Наталья утробно расхохоталась и, лукаво повизгивая, бросилась к дверям детского сада.
- Ага, сучка, - взревело из кустов малорослое существо, подпрыгивая, оно в раскорячку устремилось за своей любимой.
Я вытер пот со лба, прикурил сигарету, и медленно двинулся к себе домой. Испуганные старушки по-прежнему крестились и шептались между собой:
- Вот так каждый Божий день!
На следующий Божий день приходит ко мне Стаська и, возбуждённо размахивая ручищами, докладывает мне следующее:
- Короче, всё! Эту дуру, Натаху то, уволили на хуй из детского садика. Я её там неделю пёр. Она, блядь, как свинья, визжала. Я даже ей пасть подушкой затыкивал.
Стаська сделал паузу. И я, воспользовавшись этим, осмелился сказать:
- Понятное дело: крики, шум...
- Да не в этом дело, не в этом! Она свои вонючие трусы в кастрюлю, где детям кашу варят, положила!

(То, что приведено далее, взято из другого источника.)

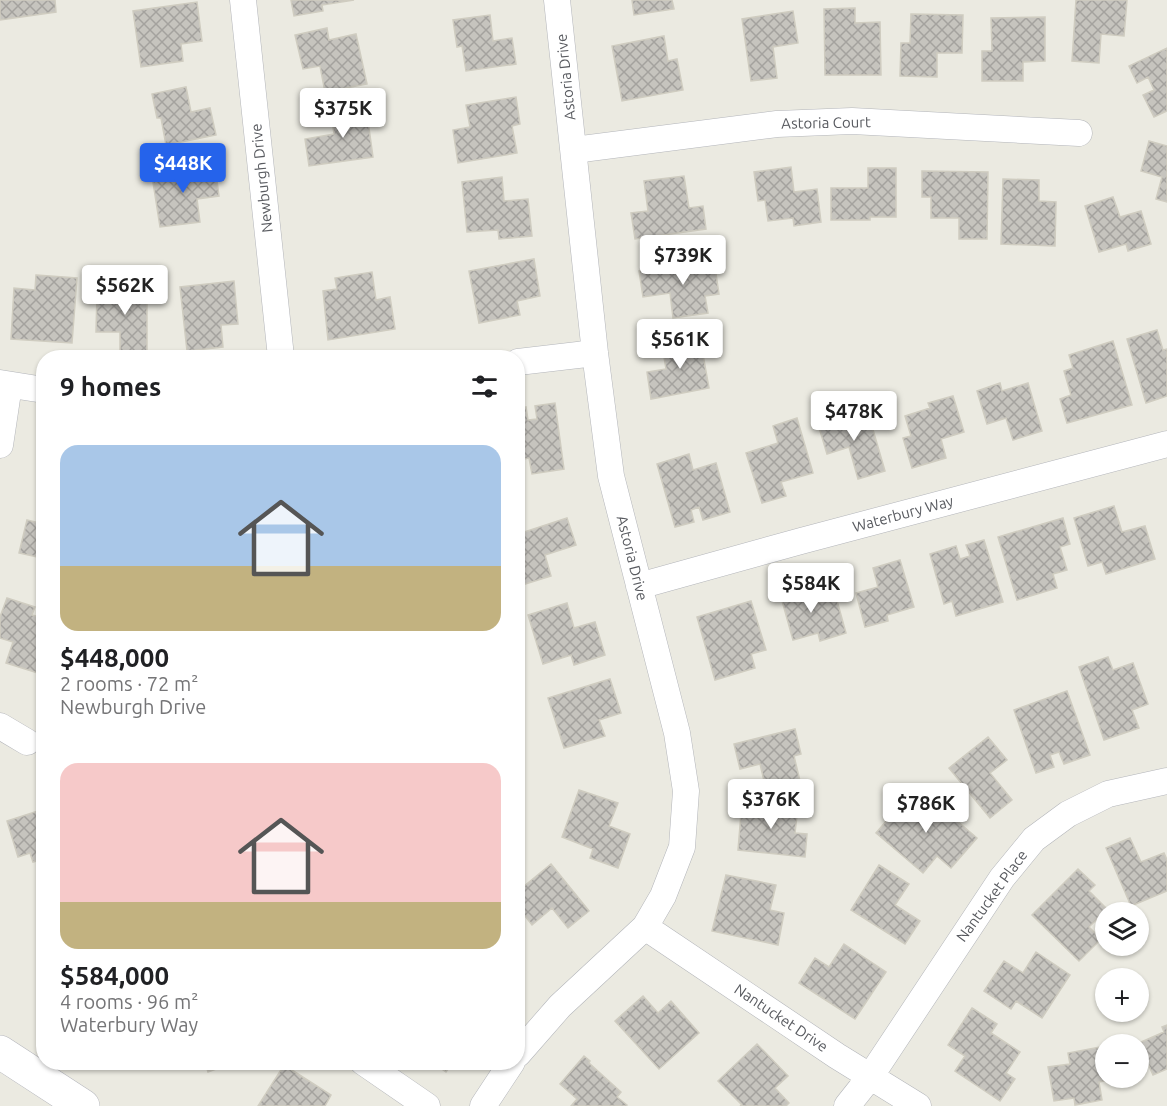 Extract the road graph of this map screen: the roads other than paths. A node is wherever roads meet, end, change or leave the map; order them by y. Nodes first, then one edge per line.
1 (243, 0) edge
2 (557, 0) edge
3 (1079, 133) dead end
4 (574, 150) junction
5 (280, 350) edge
6 (595, 353) junction
7 (525, 361) edge
8 (5, 384) edge
9 (36, 389) edge
10 (1167, 444) edge
11 (0, 445) edge
12 (639, 586) junction
13 (0, 726) edge
14 (27, 742) dead end
15 (1167, 781) edge
16 (645, 927) junction
17 (525, 1046) edge
18 (0, 1052) edge
19 (375, 1070) edge
20 (507, 1070) edge
21 (870, 1077) junction
22 (82, 1106) edge
23 (427, 1106) edge
24 (483, 1106) edge
25 (847, 1106) edge
26 (918, 1106) edge

1 - 5 street, Newburgh Drive
2 - 4 street, Astoria Drive
3 - 4 street, Astoria Court
4 - 6 street, Astoria Drive
6 - 7 street
6 - 12 street, Astoria Drive
8 - 9 street
8 - 11 street
10 - 12 street, Waterbury Way
12 - 16 street, Astoria Drive
13 - 14 street
15 - 21 street, Nantucket Place
16 - 17 street, Astoria Drive
16 - 21 street, Nantucket Drive
18 - 22 street
19 - 23 street
20 - 24 street
21 - 25 street, Nantucket Place
21 - 26 street, Nantucket Drive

- Неужели из-за этого? - подивился я.
- А чё?! - Стаська скривил свои толстые губы в ухмылке. - Думаешь, мелочь, не-а, не мелочь! Когда работники детсада пришли, открыли кастрюлю, где каша детская была, оттуда такая пруха пошла, аж стёкла запотели, две нянечки в обморок ёбнулись. Неотложку вызывали и группу спецназа. Думали очередной теракт. Я, конечно, поэт, человек с большим воображением, но до сих пор не могу себе представить, зачем она свои вонючие трусы в кастрюлю с детской кашей пристроила. Вот ты - можешь себе это представить?!
На некоторое время воцарилось тягостное молчание. Затем поэт посмотрел на меня каким-то потусторонним взором и изрёк следующее:
- Это и есть трансцендентные шифры бытия, как сказал бы Ясперс.